En Pologne, le canal de la discorde

Depuis 2006, le leader du parti Droit et Justice, Jarosław Kaczyński, projette de désenclaver le port régional d’Elbląg, au nord-est de la Pologne, à travers un tout nouveau canal. Objectif : contourner les eaux voisines de Kaliningrad, appartenant à la Russie, afin d’accéder directement à la mer Baltique. Sauf que dans la région, l’investissement divise.

Elbląg et Krynica, envoyés spéciaux – Cela fait plus de vingt ans que Marzena Sitek lance ses lignes à l’eau et taquine le poisson,  en naviguant dans la houle de la Baltique. Une fois son bateau jaune accosté sur le sable, cette marine de 46 ans vend une partie de sa pêche du jour dans son restaurant-minute de Krynica Morska, commune maritime au nord de la Pologne. Sauf que d’ici à quelques années, ses escapades en mer pourraient bien cesser, et ce, bien malgré elle.

« On voit aujourd’hui les conséquences de la surpêche industrielle, se désole-t-elle. Mais avec ce projet de canal, ce sera pire : cela va détruire l’environnement, on y retrouvera encore moins de poissons qu’avant, surtout coté lagune. »

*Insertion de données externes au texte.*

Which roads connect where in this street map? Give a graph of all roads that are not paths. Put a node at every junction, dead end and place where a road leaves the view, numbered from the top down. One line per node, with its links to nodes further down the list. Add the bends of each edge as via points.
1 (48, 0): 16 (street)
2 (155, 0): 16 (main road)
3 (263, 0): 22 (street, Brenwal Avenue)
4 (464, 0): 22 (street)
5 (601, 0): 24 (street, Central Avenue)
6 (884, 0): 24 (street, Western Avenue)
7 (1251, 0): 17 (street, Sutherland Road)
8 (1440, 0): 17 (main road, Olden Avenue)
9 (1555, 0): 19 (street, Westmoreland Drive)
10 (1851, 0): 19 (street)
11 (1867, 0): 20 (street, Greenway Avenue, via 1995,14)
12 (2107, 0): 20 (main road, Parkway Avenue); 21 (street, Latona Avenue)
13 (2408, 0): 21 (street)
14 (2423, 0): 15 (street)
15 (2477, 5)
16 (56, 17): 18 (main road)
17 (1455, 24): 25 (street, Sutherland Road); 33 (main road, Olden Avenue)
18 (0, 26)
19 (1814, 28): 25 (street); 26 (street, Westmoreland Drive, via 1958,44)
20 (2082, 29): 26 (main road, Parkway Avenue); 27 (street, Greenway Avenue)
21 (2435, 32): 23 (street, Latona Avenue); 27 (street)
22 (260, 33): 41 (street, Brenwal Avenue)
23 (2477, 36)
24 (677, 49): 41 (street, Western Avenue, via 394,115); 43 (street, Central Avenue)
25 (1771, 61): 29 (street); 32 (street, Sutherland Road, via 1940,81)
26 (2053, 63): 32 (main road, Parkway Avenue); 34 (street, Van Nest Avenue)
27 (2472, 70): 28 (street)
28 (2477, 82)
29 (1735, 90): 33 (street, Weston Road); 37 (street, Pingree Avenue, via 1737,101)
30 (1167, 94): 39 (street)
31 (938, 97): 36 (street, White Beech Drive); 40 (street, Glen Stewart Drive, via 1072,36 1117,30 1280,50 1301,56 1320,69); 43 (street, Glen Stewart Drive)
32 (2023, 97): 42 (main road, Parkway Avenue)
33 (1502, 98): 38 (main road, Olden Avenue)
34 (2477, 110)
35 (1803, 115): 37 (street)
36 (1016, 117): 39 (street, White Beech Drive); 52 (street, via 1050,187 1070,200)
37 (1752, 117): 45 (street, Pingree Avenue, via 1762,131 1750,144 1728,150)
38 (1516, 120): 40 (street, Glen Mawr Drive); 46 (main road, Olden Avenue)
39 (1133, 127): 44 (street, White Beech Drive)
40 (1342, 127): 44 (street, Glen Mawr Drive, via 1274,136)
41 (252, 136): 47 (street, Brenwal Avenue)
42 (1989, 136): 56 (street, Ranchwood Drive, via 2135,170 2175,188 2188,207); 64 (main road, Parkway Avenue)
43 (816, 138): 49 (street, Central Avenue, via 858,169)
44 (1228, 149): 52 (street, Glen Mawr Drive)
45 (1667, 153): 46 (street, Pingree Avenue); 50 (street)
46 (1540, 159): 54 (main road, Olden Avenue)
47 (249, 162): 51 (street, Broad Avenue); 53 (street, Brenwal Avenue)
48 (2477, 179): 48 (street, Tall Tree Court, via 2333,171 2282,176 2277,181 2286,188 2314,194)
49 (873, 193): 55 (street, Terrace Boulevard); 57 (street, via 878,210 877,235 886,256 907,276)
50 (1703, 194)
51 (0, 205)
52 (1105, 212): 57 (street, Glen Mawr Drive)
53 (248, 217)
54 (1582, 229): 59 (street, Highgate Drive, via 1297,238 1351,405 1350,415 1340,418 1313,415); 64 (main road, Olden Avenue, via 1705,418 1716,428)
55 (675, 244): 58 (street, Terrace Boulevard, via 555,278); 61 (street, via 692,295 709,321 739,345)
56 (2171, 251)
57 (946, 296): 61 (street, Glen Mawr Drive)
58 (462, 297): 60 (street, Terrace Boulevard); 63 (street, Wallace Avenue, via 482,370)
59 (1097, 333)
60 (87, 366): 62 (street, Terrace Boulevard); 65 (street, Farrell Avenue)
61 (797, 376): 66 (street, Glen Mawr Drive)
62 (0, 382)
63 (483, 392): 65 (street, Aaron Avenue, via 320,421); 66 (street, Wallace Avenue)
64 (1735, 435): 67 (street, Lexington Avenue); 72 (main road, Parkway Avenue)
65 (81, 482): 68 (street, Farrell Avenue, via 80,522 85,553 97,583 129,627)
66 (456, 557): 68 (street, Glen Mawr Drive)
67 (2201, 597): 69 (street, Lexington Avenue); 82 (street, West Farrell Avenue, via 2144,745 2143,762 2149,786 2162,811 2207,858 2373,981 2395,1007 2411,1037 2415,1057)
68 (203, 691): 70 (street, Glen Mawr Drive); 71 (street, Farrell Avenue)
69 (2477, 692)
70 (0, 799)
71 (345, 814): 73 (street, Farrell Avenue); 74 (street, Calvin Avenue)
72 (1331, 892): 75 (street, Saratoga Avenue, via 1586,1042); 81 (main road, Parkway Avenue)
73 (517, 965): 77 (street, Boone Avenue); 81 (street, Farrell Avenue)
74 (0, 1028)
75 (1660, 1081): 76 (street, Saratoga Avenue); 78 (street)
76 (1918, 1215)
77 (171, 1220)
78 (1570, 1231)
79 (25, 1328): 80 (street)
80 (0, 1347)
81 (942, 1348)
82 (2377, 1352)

Depuis octobre 2018, le gouvernement polonais du parti Droit et Justice (PiS) a entamé des démarches afin de percer la bande de terre qui sépare la lagune de la Vistule de la mer baltique, à deux pas de Kaliningrad. Marotte de son chef, Jarosław Kaczyński, ce projet annoncé depuis depuis 2006 — désormais mis en pause par l’exécutif européen— est toutefois loin d’enthousiasmer la pêcheuse Marzena.

Si elle y voit d’abord une menace pour ses activités, « il y a aura des conséquences sur l’écosystème aquatique de la lagune », cette étendue d’eau semi-douce s’étirant sur 90 kilomètres, coupée de la mer par la péninsule où se situe Krynica. « En plus, ce canal ne servira pas à grand chose, puisqu’il y a déjà des rivières par lesquelles les bateaux peuvent passer pour rejoindre Gdańsk et son port en huit heures ! », ajoute-t-elle.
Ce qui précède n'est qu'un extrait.